Specialmente negli ultimi anni, a rendere i mercati instabili vi sono anche le numerose operazioni di trading online, svolte sia da azionisti che da bot. Oltre a tali oscillazioni, i valori delle azioni variano in funzione delle aspettative della società: essi rappresentano la sua futura redditività nonché il suo impatto sul settore e sullo scenario socio-economico di riferimento.

Sull’aspetto societario è poi importante valutare la volatilità, rappresentata dalla variazione percentuale di prezzo rispetto alla sua media, che più sarà elevata più l’investimento sarà rischioso. La volatilità è contraddistinta da 4 tipi di rischio:

  • Specifico, legato al rischio d’impresa e alle sue performance manageriali (da cui sono esclusi fondi d’investimento e ETF)
  • Di fallimento, strettamente connesso a quello d’impresa
  • Di liquidità, inerente a società a capitalizzazione minore
  • Di mercato, rappresentato dal rischio totale della borsa di riferimento

L’eccessiva volatilità di mercato può essere inoltre causata dalla vendita allo scoperto. Tuttavia, in caso di fallimento, l’azionista perderà solo la sua quota investita. Secondo gli art. 2454 e 2498 C.C. è la società a rispondere esclusivamente del fallimento, poichè i soci hanno responsabilità limitata.

Comprare azioni è l’investimento migliore?

Dopo aver capito cosa siano le azioni e come acquistarle, fornendo anche informazioni sui rischi, si può finalmente valutare la qualità di questa forma d’investimento: i titoli azionari rappresentano ancora uno dei metodi migliori, nonostante i pericoli di perdere il proprio capitale possano essere in molti casi notevolmente elevati.

A conti fatti, in Italia sono il 24% gli investitori ad aver scelto il mercato azionario, preferendolo a quello obbligazionario o altri investimenti dal rendimento minore. Considerando il maggiore fattore di rischio, è un mercato che richiede non solo un’approfondita cultura finanziaria bensì anche una pregressa esperienza, per prevenire le oscillazioni e applicare le strategie migliori anche in momenti di regressione.

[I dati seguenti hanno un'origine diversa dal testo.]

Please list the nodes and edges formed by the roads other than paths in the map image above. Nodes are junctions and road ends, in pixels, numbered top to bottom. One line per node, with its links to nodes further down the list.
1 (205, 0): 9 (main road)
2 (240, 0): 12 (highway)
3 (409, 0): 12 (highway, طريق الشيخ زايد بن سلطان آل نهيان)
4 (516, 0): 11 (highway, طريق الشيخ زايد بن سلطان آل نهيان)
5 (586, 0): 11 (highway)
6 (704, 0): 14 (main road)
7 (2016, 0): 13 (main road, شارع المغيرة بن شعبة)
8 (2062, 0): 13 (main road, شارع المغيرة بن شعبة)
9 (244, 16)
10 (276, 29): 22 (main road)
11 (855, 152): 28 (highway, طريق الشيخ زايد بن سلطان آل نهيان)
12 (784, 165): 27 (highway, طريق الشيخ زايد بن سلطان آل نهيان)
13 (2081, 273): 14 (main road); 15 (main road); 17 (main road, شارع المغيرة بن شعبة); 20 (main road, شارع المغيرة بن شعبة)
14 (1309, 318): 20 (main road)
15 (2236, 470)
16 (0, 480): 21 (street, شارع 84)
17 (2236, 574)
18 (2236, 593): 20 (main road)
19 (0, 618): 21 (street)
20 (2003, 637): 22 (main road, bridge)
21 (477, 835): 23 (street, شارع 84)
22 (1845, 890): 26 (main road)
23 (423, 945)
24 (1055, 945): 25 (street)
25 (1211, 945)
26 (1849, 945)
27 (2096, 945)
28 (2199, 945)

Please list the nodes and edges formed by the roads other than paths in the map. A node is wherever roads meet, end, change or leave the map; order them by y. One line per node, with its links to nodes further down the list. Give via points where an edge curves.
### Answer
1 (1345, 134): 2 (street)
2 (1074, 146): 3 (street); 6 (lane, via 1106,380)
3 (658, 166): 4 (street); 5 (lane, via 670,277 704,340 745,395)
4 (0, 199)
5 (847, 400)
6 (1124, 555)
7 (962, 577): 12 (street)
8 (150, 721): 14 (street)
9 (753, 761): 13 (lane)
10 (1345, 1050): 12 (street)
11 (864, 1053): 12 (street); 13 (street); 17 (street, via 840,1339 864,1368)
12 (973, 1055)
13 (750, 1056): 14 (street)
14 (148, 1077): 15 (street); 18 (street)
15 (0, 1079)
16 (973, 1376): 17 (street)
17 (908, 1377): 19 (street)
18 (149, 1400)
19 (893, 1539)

In ogni caso, durante la crisi portata dal CoViD-19 i titoli azionari hanno perso in media il 50% del loro valore, è per questo che gli investimenti in azioni richiedono una prudenza maggiore rispetto alla norma, sebbene presentino ancora un forte margine di guadagno: basti pensare a quelle realtà legate a nuove tecnologie, web e intrattenimento, o agli ambienti connessi al settore medicale, per cui si prevedono crescite sul lungo periodo dopo i trend fortemente positivi di fine aprile 2020.